Como si el “escándalo Nóos” no fuera ya claramente el “caso Familia Real”, los herederos de aquella saga de predestinados, al amparo de una Constitución que les blinda con el autocrático privilegio de la impunidad, pretenden pasar de nuevo página y endosar a beneficio de inventario el presunto latrocinio practicado con una pericia propia de las organizaciones criminales. Sin embargo, ya no valen excusas tipo “lo siento, no volverá a ocurrir”. No estamos ante una cacería de elefantes. Son personas las afectadas, millones, seres humanos, aunque súbditos por mor de una transición infligida al pueblo llano por el consenso de las cúpulas partidistas, las mismas instituciones que han permitido que la crisis desatada por los poderes financieros se impute a los trabajadores. Hoy, aquí y ahora, aunque el silencio atronador de los medios de comunicación del sistema, la indigencia intelectual de nuestra rancia “intelligentsia”, el absentismo cómplice de los púlpitos y la declinación ética de los sindicatos mayoritarios lo solapen, el sufrido pueblo español empieza a clamar desde lo más sentido “delenda est monarchía”.
 
 
Concebida bajo el axioma vitalicio de una colectiva “presunción de inocencia”, el interés de una Familia, que como su patrocinador político no responde más que ante Dios y ante la Historia, está directamente enfrentado al bien común. Otra vez confunden el interés del general con el interés general. Literal y clónicamente. Porque, gracias siempre al amparo de una Constitución pret a porter, el Jefe de la Casa Real es también el jefe de las Fuerzas Armadas, el Generalísimo. Pero ni siquiera la extrema coacción que esa medida supone para los ciudadanos puede utilizarse en una democracia para reeditar la devotio ibérica.

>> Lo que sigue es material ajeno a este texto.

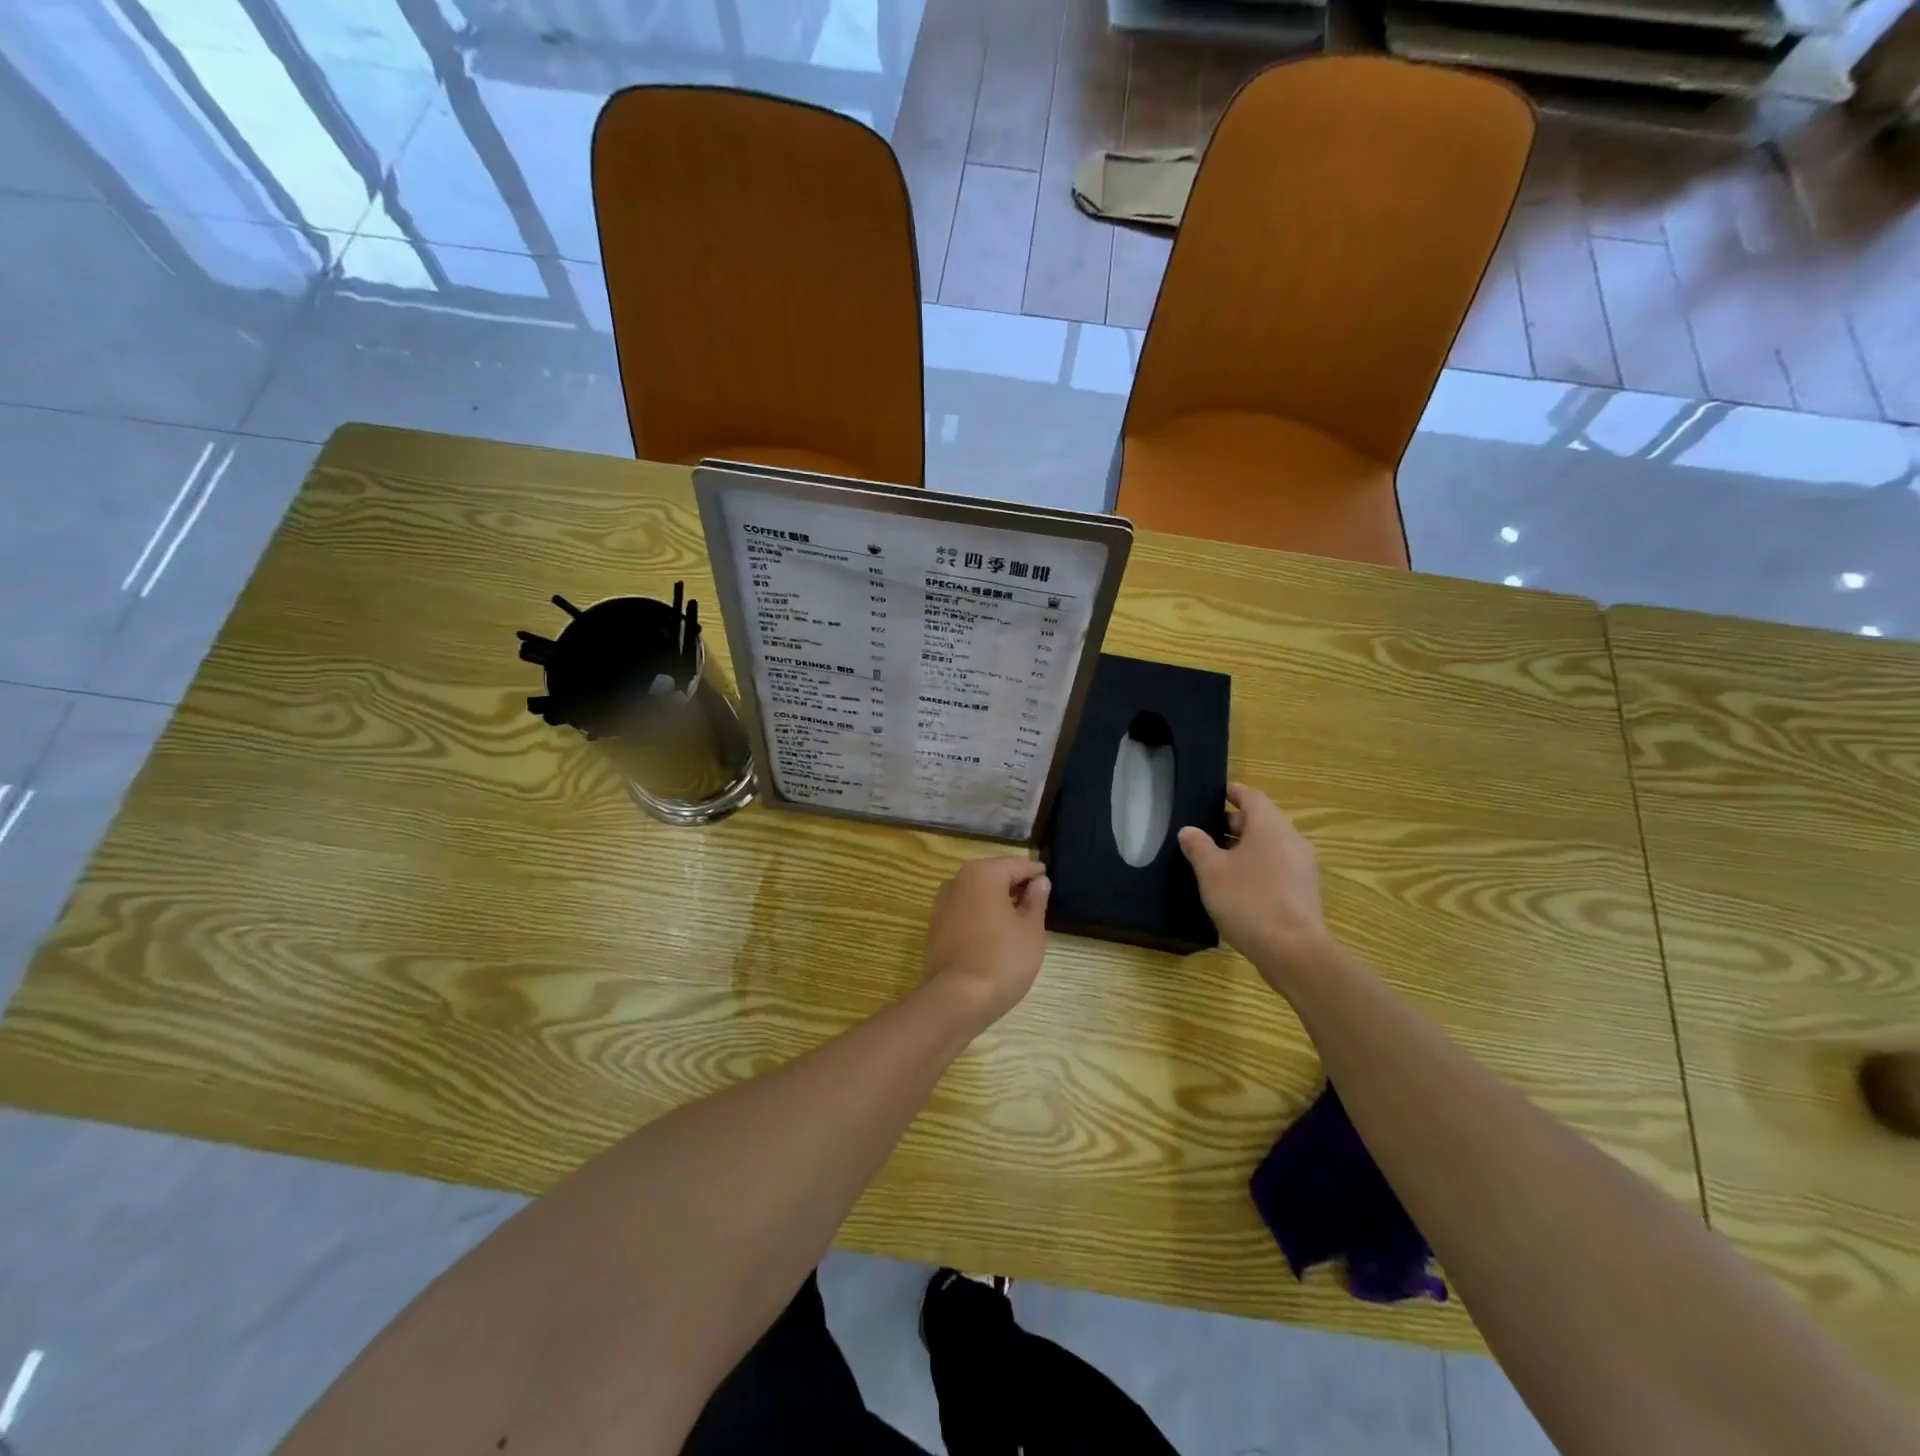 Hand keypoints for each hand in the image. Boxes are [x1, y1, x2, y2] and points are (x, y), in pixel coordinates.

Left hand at [923, 858, 1051, 1027]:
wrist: (956, 999)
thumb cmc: (1002, 959)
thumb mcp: (1031, 930)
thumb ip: (1036, 900)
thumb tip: (1039, 881)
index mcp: (982, 873)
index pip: (1017, 865)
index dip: (1035, 873)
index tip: (1048, 881)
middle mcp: (957, 881)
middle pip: (994, 877)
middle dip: (1015, 887)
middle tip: (1038, 903)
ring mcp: (942, 904)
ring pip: (978, 895)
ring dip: (997, 903)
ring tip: (1019, 921)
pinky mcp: (935, 927)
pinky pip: (965, 912)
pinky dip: (981, 917)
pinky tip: (996, 936)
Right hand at [1178, 784, 1332, 981]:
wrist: (1294, 952)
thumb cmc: (1248, 901)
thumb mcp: (1211, 872)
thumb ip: (1198, 846)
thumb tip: (1189, 830)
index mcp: (1270, 825)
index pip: (1251, 796)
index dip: (1231, 793)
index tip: (1212, 795)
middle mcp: (1291, 839)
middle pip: (1261, 820)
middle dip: (1233, 823)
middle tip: (1204, 833)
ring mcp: (1302, 866)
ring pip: (1269, 845)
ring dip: (1244, 847)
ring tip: (1215, 861)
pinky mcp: (1304, 891)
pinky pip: (1277, 866)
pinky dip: (1257, 866)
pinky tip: (1236, 886)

Como metaforiza la sabia sentencia, a veces es justo y necesario que un hombre muera por todo un pueblo, pero nunca al revés, que un pueblo muera por un solo hombre. Y de eso hablamos en estos momentos. De la situación de emergencia humanitaria a que están llevando al país la bárbara explotación de los poderosos cobijados bajo esa capa de Luis Candelas que llaman Marca España, el saqueo de la riqueza nacional acumulada durante generaciones y la lacerante derogación de los derechos conquistados con sacrificios sin límites. Como afirmó el admirable Miguel Torga “la única manera de ser libre ante el poder es tener la dignidad de no servirlo”.
 
La commedia é finita.
 
Abajo el telón.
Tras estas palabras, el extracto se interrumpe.